Activity: Pull each line with the string "delle" from the entries.

Stored entries:
BEGIN
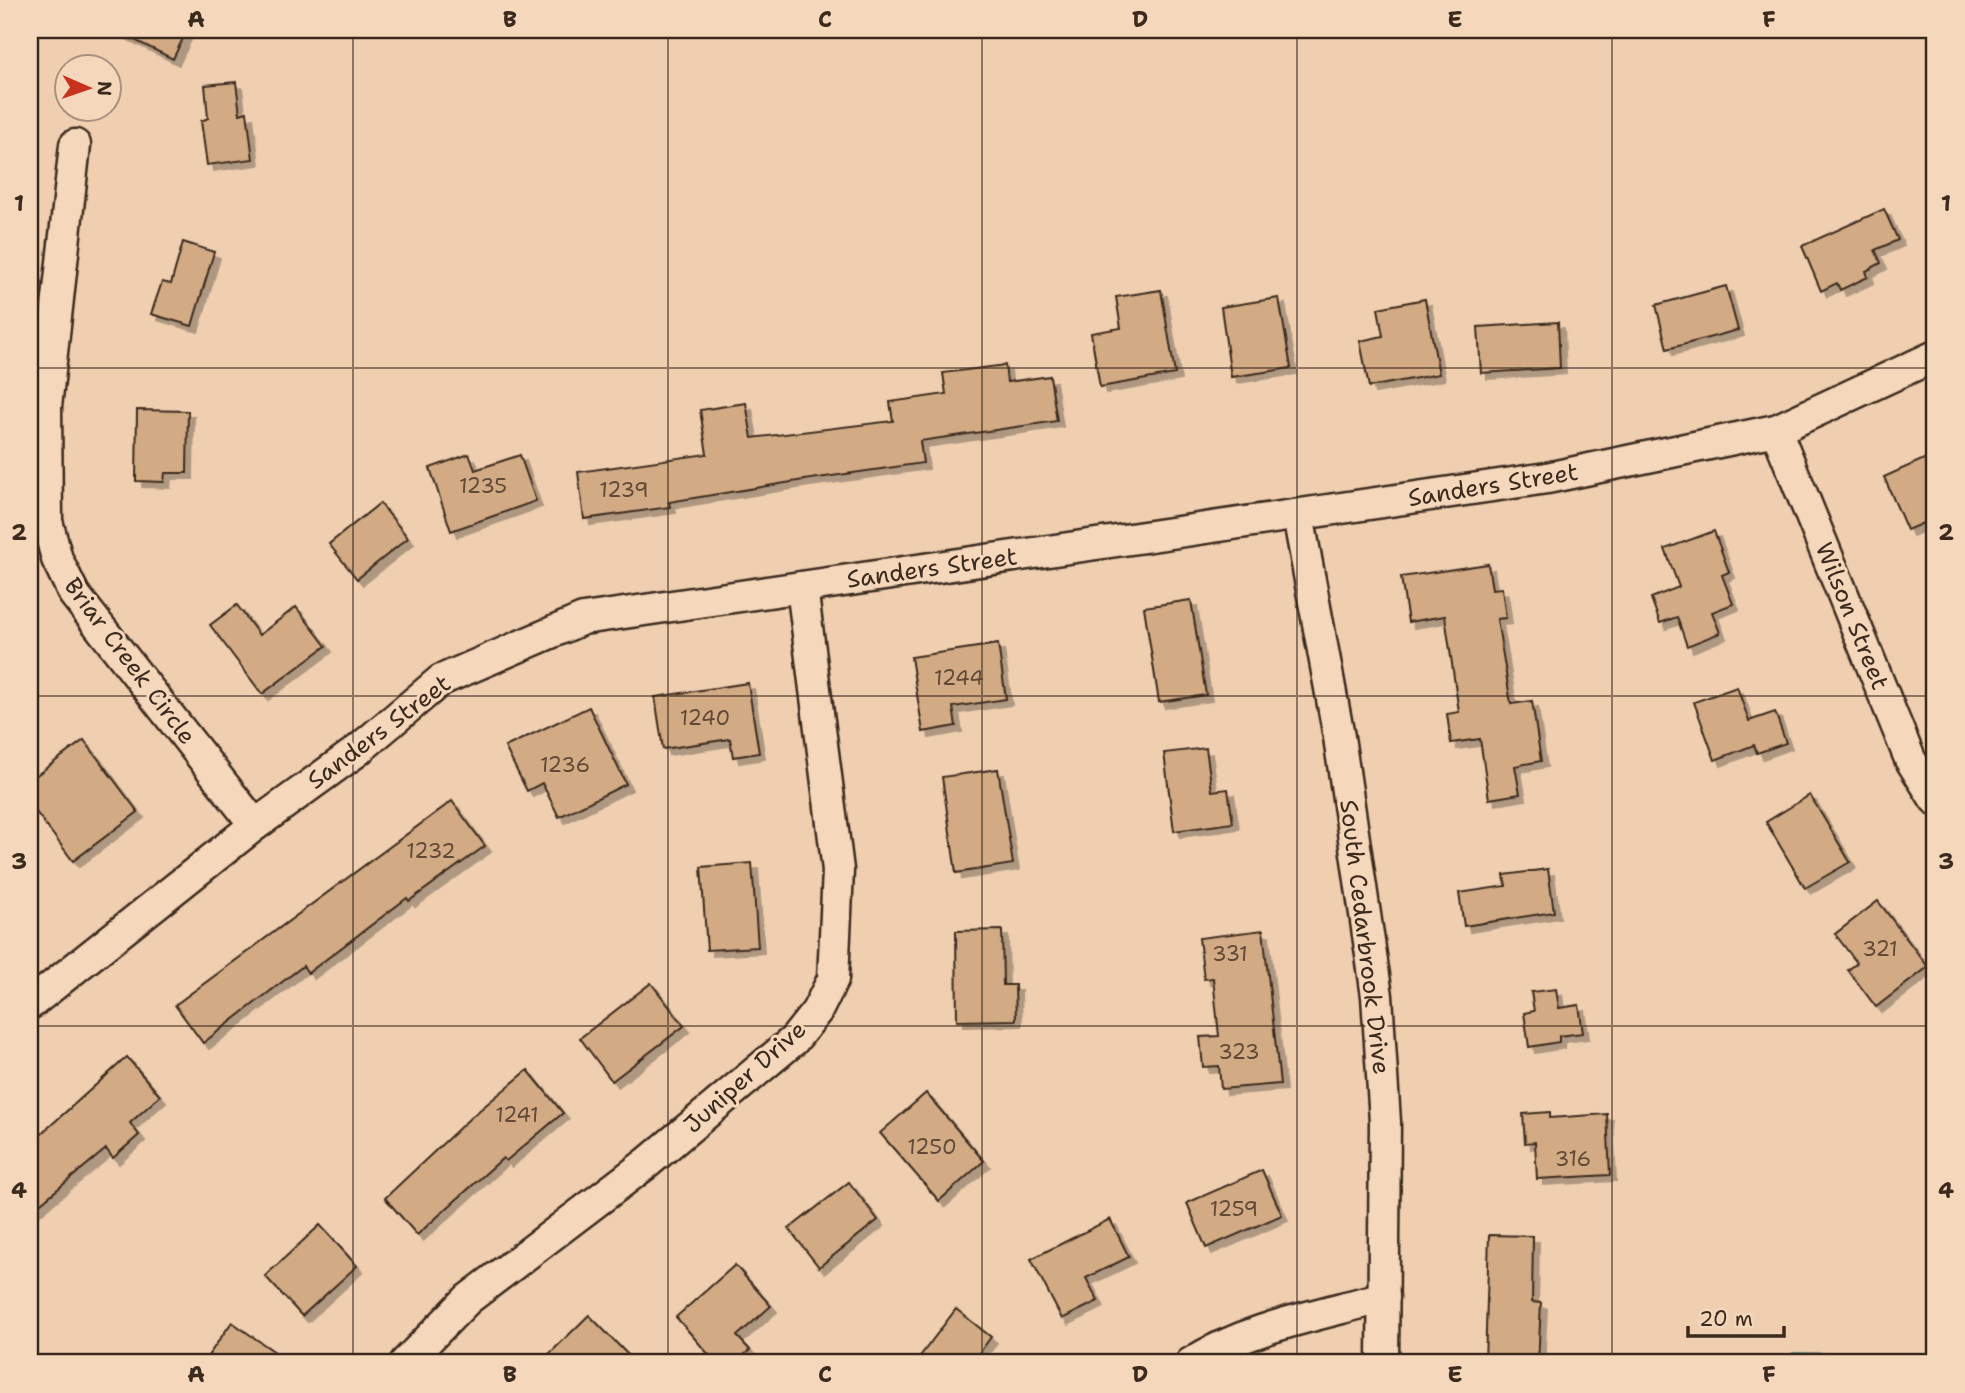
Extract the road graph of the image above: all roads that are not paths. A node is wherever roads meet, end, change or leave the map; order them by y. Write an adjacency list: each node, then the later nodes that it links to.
1 (75, 145): 7 (street, Briar Creek Circle)
2 (1935, 356): 3 (street, Sanders Street)
3 (1776, 430): 4 (street, Sanders Street); 6 (street, Wilson Street)
4 (1298, 515): 5 (street, Sanders Street); 9 (street, South Cedarbrook Drive)
5 (802, 587): 7 (street, Sanders Street); 10 (street, Juniper Drive)
6 (1935, 799)
7 (255, 825): 8 (street, Sanders Street)
8 (30, 1004)
9 (1384, 1297): 11 (street); 12 (street, South Cedarbrook Drive)
10 (405, 1363)
11 (1191, 1363)
12 (1382, 1363)

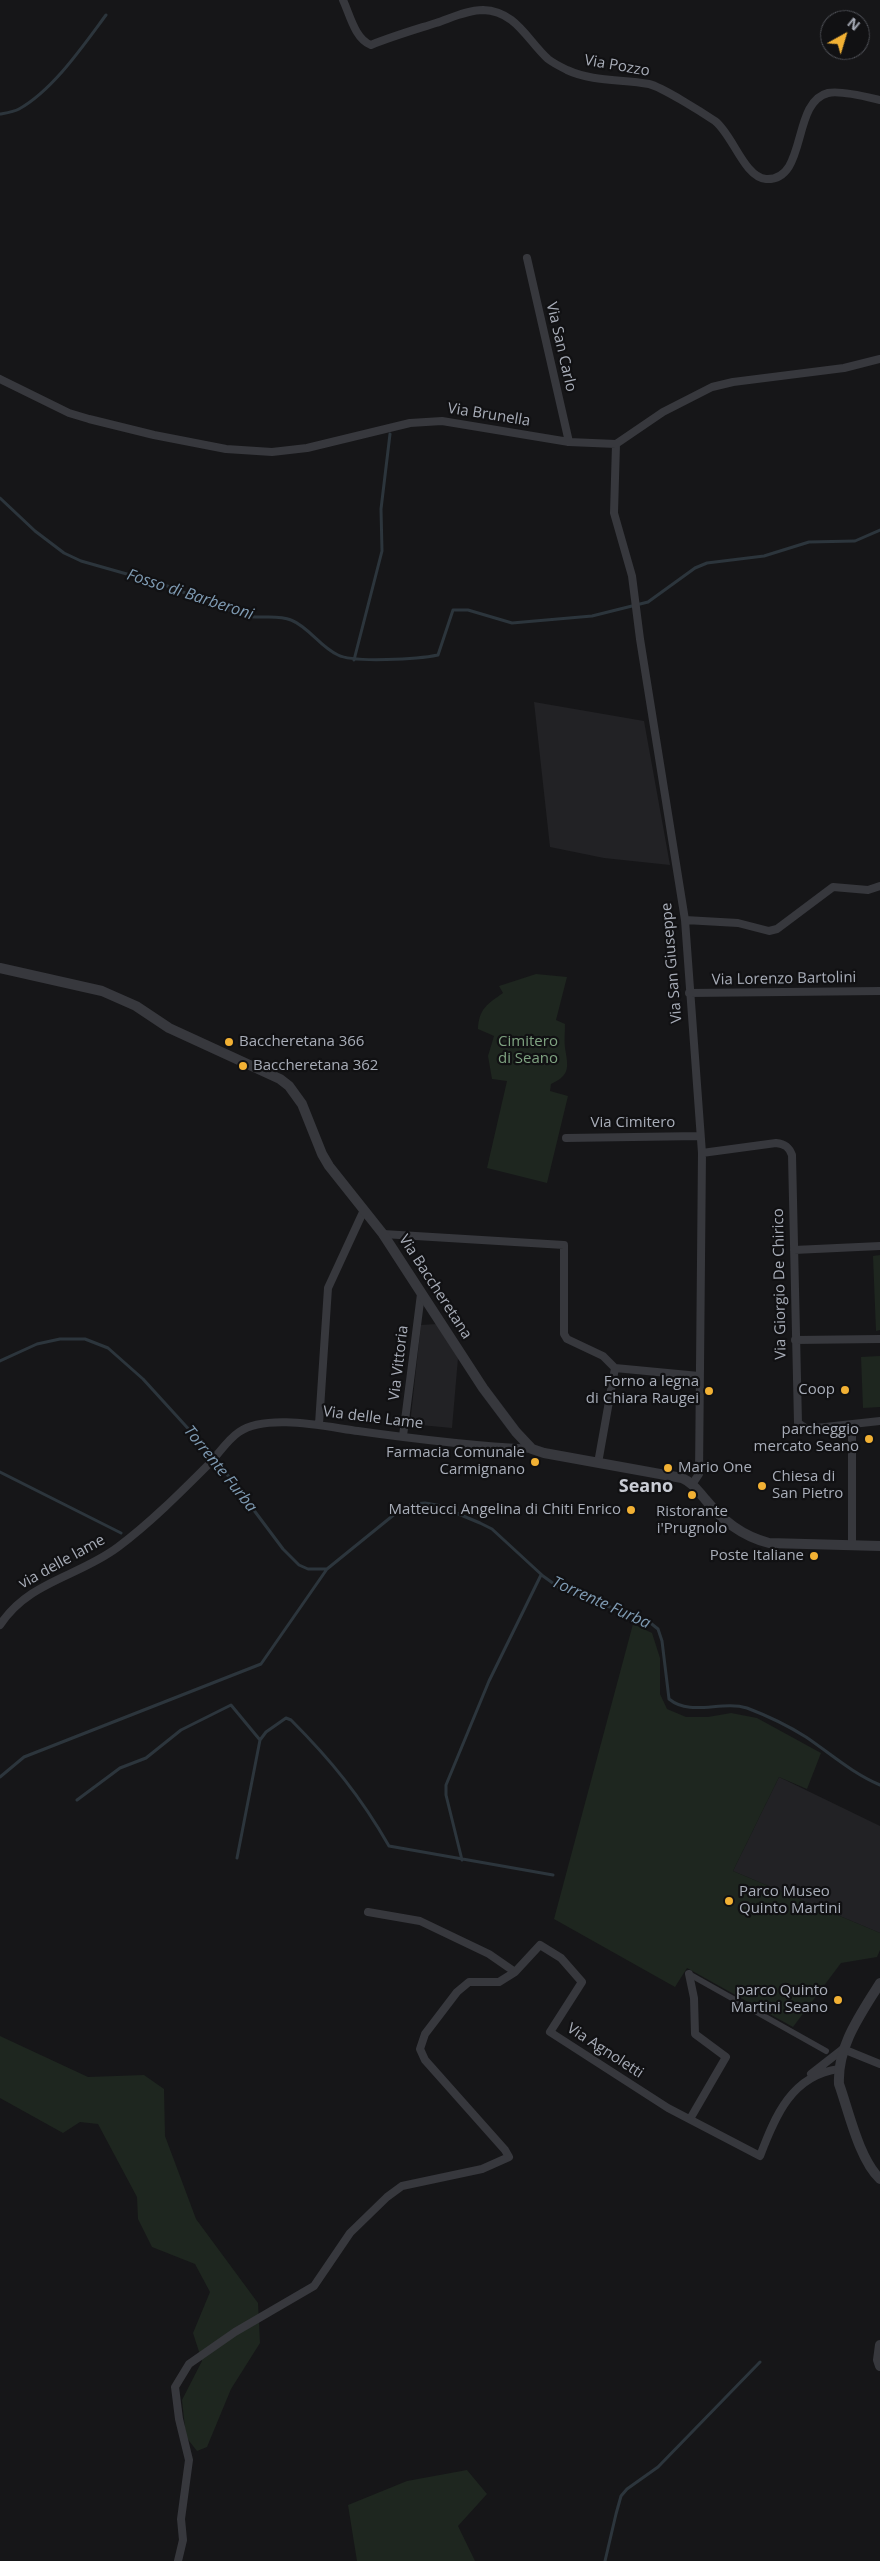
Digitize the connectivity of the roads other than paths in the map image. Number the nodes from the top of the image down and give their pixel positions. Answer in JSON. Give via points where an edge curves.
{"nodes":[{"id":1,"x":344,"y":0,"type":"edge"},
{"id":2,"x":880,"y":100,"type":"edge"},
{"id":3,"x":527,"y":258,"type":"dead end"},
{"id":4,"x":880,"y":359,"type":"edge"},
{"id":5,"x":0,"y":379,"type":"edge"},
{"id":6,"x":569,"y":442,"type":"junction"},
{"id":7,"x":616,"y":444,"type":"junction"},
{"id":8,"x":880,"y":886,"type":"edge"},
{"id":9,"x":685,"y":920,"type":"junction"},
{"id":10,"x":0,"y":968,"type":"edge"},
{"id":11,"x":880,"y":991,"type":"edge"},
{"id":12,"x":689,"y":994,"type":"junction"},
{"id":13,"x":700,"y":1136,"type":"junction"},
{"id":14,"x":566,"y":1138,"type":"dead end"},
{"id":15,"x":702,"y":1153,"type":"junction"},
{"id":16,"x":364,"y":1210,"type":"junction"},
{"id":17,"x":383,"y":1234,"type":"junction"},
{"id":18,"x":880,"y":1246,"type":"edge"},
{"id":19,"x":794,"y":1250,"type":"junction"},
{"id":20,"x":422,"y":1294,"type":"junction"},
{"id":21,"x":880,"y":1339,"type":"edge"},
{"id":22,"x":795,"y":1340,"type":"junction"},
{"id":23,"x":615,"y":1368,"type":"junction"},
{"id":24,"x":699,"y":1376,"type":"junction"},
{"id":25,"x":880,"y":1421,"type":"edge"},
{"id":26,"x":320,"y":1424,"type":"junction"},
{"id":27,"x":852,"y":1426,"type":"junction"},
{"id":28,"x":403,"y":1436,"type":"junction"},
{"id":29,"x":532,"y":1448,"type":"junction"},
{"id":30,"x":598,"y":1464,"type":"junction"},
{"id":31,"x":208,"y":1465,"type":"joint"},
{"id":32,"x":695,"y":1480,"type":"junction"},
{"id":33,"x":852,"y":1545,"type":"junction"},
{"id":34,"x":880,"y":1546,"type":"edge"},
{"id":35,"x":0,"y":1625,"type":"edge"},
{"id":36,"x":368,"y":1912,"type":"dead end"},
{"id":37,"x":515,"y":1972,"type":"junction"},
{"id":38,"x":689,"y":1974,"type":"joint"},
{"id":39,"x":880,"y":1983,"type":"edge"},
{"id":40,"x":843,"y":2049,"type":"junction"},
{"id":41,"x":826,"y":2051,"type":"dead end"},
{"id":42,"x":880,"y":2064,"type":"edge"},
{"id":43,"x":839,"y":2068,"type":"junction"},
{"id":44,"x":806,"y":2080,"type":"junction"},
{"id":45,"x":690,"y":2119,"type":"junction"},
{"id":46,"x":880,"y":2179,"type":"edge"},
{"id":47,"x":880,"y":2345,"type":"edge"},
{"id":48,"x":880,"y":2366,"type":"edge"},
{"id":49,"x":178,"y":2561,"type":"edge"}],
"edges":[{"from":1,"to":2,"type":"street","name":"Via Pozzo","via":[[363,42],[371,45],[466,12],[484,10],[500,14],[517,24],[548,59],[569,70],[592,78],[652,85],[714,121],[726,131],[753,174],[764,179],[775,178],[786,170],[794,157],[809,106],[817,98],[828,93]]},
{"from":3,"to":6,"type":"street","name":"Via San Carlo"},
{"from":4,"to":7,"type":"street","via":[[844,368],[721,384],[676,404]]},
{"from":5,"to":6,"type":"street","name":"Via Brunella","via":[[69,413],[154,435],[226,448],[272,452],[307,448],[410,423],[442,421]]},
{"from":6,"to":7,"type":"street","name":"Via Brunella"},
{"from":7,"to":9,"type":"street","name":"Via San Giuseppe","via":[[614,513],[636,600]]},
{"from":8,"to":9,"type":"street","via":[[868,890],[833,887],[777,929],[769,931],[738,923]]},
{"from":9,"to":12,"type":"street","name":"Via San Giuseppe"},
{"from":10,"to":16,"type":"street","name":"Via Baccheretana","via":[[102,991],[136,1006],[168,1028],[280,1079],[302,1104],[325,1160]]},
{"from":11,"to":12,"type":"street","name":"Via Lorenzo Bartolini"},
{"from":12,"to":13,"type":"street","name":"Via San Giuseppe"},
{"from":13,"to":14,"type":"street","name":"Via Cimitero"},
{"from":13,"to":15,"type":"street","name":"Via San Giuseppe"},
{"from":15,"to":19,"type":"street","name":"Via Giorgio De Chirico","via":[[776,1142],[789,1148],[792,1155]]},
{"from":15,"to":24,"type":"street","name":"Via San Giuseppe"},
{"from":16,"to":17,"type":"street","name":"Via Baccheretana"},
{"from":16,"to":26,"type":"street","via":[[328,1288]]},
{"from":17,"to":20,"type":"street","name":"Via Baccheretana"},
{"from":17,"to":23,"type":"street","via":[[564,1245],[564,1334],[567,1339],[602,1356]]},
{"from":18,"to":19,"type":"street"},
{"from":19,"to":22,"type":"street","name":"Via Giorgio De Chirico"},
{"from":20,"to":28,"type":"street","name":"Via Vittoria"},
{"from":20,"to":29,"type":"street","name":"Via Baccheretana","via":[[483,1388]]},
{"from":21,"to":22,"type":"street"},
{"from":22,"to":27,"type":"street","name":"Via Giorgio De Chirico","via":[[798,1424],[807,1429]]},
{"from":23,"to":24,"type":"street"},
{"from":23,"to":30,"type":"street"},
{"from":24,"to":32,"type":"street","name":"Via San Giuseppe","via":[[699,1474]]},
{"from":25,"to":27,"type":"street","name":"Via Giorgio De Chirico"},
{"from":26,"to":28,"type":"street","name":"Via delle Lame"},
{"from":26,"to":31,"type":"street","name":"Via delle Lame","via":[[270,1423],[247,1428],[240,1431]]},
{"from":27,"to":33,"type":"street"},
{"from":28,"to":29,"type":"street","name":"Via delle Lame"},
{"from":29,"to":30,"type":"street","name":"Via Baccheretana"},
{"from":30,"to":32,"type":"street","name":"Via Baccheretana"},
{"from":31,"to":35,"type":"street","name":"via delle lame","via":[[105,1557],[23,1598]]},
{"from":32,"to":33,"type":"street","via":[[705,1499],[730,1525],[756,1539]]},
{"from":33,"to":34,"type":"street"},
{"from":36,"to":37,"type":"street","via":[[420,1921],[489,1954]]},
{"from":37,"to":45,"type":"street","name":"Via Agnoletti","via":[[540,1945],[561,1958],[582,1982],[550,2032]]},
{"from":37,"to":49,"type":"street","via":[[499,1982],[469,1982],[457,1992],[425,2034],[420,2049],[424,2060],[508,2157],[482,2169],[402,2186],[350,2233],[314,2286],[235,2332],[189,2364],[176,2387],[179,2419],[189,2460],[181,2518],[183,2540]]},
{"from":38,"to":41,"type":"street"},
{"from":38,"to":45,"type":"street","via":[[694,1998],[695,2034],[726,2058]]},
{"from":39,"to":40,"type":"street"},
{"from":40,"to":42,"type":"street"},
{"from":40,"to":43,"type":"street"},
{"from":40,"to":44,"type":"street","name":"Via Agnoletti","via":[[822,2063]]},
{"from":43,"to":44,"type":"street","name":"Via Agnoletti","via":[[819,2072]]},
{"from":43,"to":46,"type":"street","via":[[839,2084],[862,2150]]},
{"from":44,"to":45,"type":"street","name":"Via Agnoletti","via":[[785,2102],[771,2126],[760,2156]]},
{"from":47,"to":48,"type":"street"}]}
END
Completed exercise:
{"from":26,"to":28,"type":"street","name":"Via delle Lame"},
{"from":26,"to":31,"type":"street","name":"Via delle Lame","via":[[270,1423],[247,1428],[240,1431]]},
{"from":28,"to":29,"type":"street","name":"Via delle Lame"},
{"from":31,"to":35,"type":"street","name":"via delle lame","via":[[105,1557],[23,1598]]},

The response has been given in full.